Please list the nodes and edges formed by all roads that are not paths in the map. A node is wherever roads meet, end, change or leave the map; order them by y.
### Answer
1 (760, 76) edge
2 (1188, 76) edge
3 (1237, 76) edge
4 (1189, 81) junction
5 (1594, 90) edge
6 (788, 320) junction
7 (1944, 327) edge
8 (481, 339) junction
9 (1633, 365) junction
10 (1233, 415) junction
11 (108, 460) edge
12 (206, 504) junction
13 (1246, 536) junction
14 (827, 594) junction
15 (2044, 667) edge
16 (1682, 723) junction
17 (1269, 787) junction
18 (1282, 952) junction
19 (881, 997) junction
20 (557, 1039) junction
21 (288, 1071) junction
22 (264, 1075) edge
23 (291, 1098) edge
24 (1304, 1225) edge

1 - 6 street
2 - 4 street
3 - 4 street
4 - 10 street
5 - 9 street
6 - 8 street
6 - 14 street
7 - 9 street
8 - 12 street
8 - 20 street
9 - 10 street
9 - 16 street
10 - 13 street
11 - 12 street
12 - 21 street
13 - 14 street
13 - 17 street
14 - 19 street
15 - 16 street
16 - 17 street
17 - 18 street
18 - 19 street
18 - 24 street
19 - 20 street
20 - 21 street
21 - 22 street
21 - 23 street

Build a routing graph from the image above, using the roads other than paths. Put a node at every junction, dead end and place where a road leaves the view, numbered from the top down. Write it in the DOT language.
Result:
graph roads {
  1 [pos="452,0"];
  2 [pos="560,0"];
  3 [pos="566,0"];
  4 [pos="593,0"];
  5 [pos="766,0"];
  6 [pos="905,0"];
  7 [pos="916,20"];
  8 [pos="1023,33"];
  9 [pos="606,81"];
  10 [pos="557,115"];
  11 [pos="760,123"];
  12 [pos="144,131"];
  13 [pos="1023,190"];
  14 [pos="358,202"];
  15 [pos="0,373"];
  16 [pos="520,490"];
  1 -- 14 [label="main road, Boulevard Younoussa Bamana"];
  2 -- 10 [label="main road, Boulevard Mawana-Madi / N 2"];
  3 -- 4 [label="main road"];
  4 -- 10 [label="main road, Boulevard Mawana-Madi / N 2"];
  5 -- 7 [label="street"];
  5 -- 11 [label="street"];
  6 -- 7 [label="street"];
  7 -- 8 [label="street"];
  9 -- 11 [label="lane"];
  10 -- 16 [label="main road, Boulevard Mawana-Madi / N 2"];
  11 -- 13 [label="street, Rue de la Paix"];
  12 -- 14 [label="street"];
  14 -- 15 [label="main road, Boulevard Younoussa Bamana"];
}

To do: Copy the data above exactly. Every line must be included.

Solution to the problem:
Please list the nodes and edges formed by all roads that are not paths in the map. A node is wherever roads meet, end, change or leave the map; order them by y.
### Answer
1 (760, 76) edge
2 (1188, 76) edge
3 (1237, 76) edge
4 (1189, 81) junction
5 (1594, 90) edge
6 (788, 320) junction
7 (1944, 327) edge
8 (481, 339) junction
9 (1633, 365) junction
10 (1233, 415) junction
11 (108, 460) edge
12 (206, 504) junction
13 (1246, 536) junction
14 (827, 594) junction
15 (2044, 667) edge
16 (1682, 723) junction
17 (1269, 787) junction
18 (1282, 952) junction
19 (881, 997) junction
20 (557, 1039) junction
21 (288, 1071) junction
22 (264, 1075) edge
23 (291, 1098) edge
24 (1304, 1225) edge

1 - 6 street
2 - 4 street
3 - 4 street
4 - 10 street
5 - 9 street
6 - 8 street
6 - 14 street
7 - 9 street
8 - 12 street
8 - 20 street
9 - 10 street
9 - 16 street
10 - 13 street
11 - 12 street
12 - 21 street
13 - 14 street
13 - 17 street
14 - 19 street
15 - 16 street
16 - 17 street
17 - 18 street
18 - 19 street
18 - 24 street
19 - 20 street
20 - 21 street
21 - 22 street
21 - 23 street

Build a routing graph from the image above, using the roads other than paths. Put a node at every junction, dead end and place where a road leaves the view, numbered from the top down. Write it in the DOT language.
Result:
graph roads {
  1 [pos="452,0"];
  2 [pos="560,0"];
  3 [pos="566,0"];
  4 [pos="593,0"];
  5 [pos="766,0"];
  6 [pos="905,0"];
  7 [pos="916,20"];
  8 [pos="1023,33"];
  9 [pos="606,81"];
  10 [pos="557,115"];
  11 [pos="760,123"];
  12 [pos="144,131"];
  13 [pos="1023,190"];
  14 [pos="358,202"];
  15 [pos="0,373"];
  16 [pos="520,490"];
  1 -- 14 [label="main road, Boulevard Younoussa Bamana"];
  2 -- 10 [label="main road, Boulevard Mawana-Madi / N 2"];
  3 -- 4 [label="main road"];
  4 -- 10 [label="main road, Boulevard Mawana-Madi / N 2"];
  5 -- 7 [label="street"];
  5 -- 11 [label="street"];
  6 -- 7 [label="street"];
  7 -- 8 [label="street"];
  9 -- 11 [label="lane"];
  10 -- 16 [label="main road, Boulevard Mawana-Madi / N 2"];
  11 -- 13 [label="street, Rue de la Paix"];
  12 -- 14 [label="street"];
  14 -- 15 [label="main road, Boulevard Younoussa Bamana"];
}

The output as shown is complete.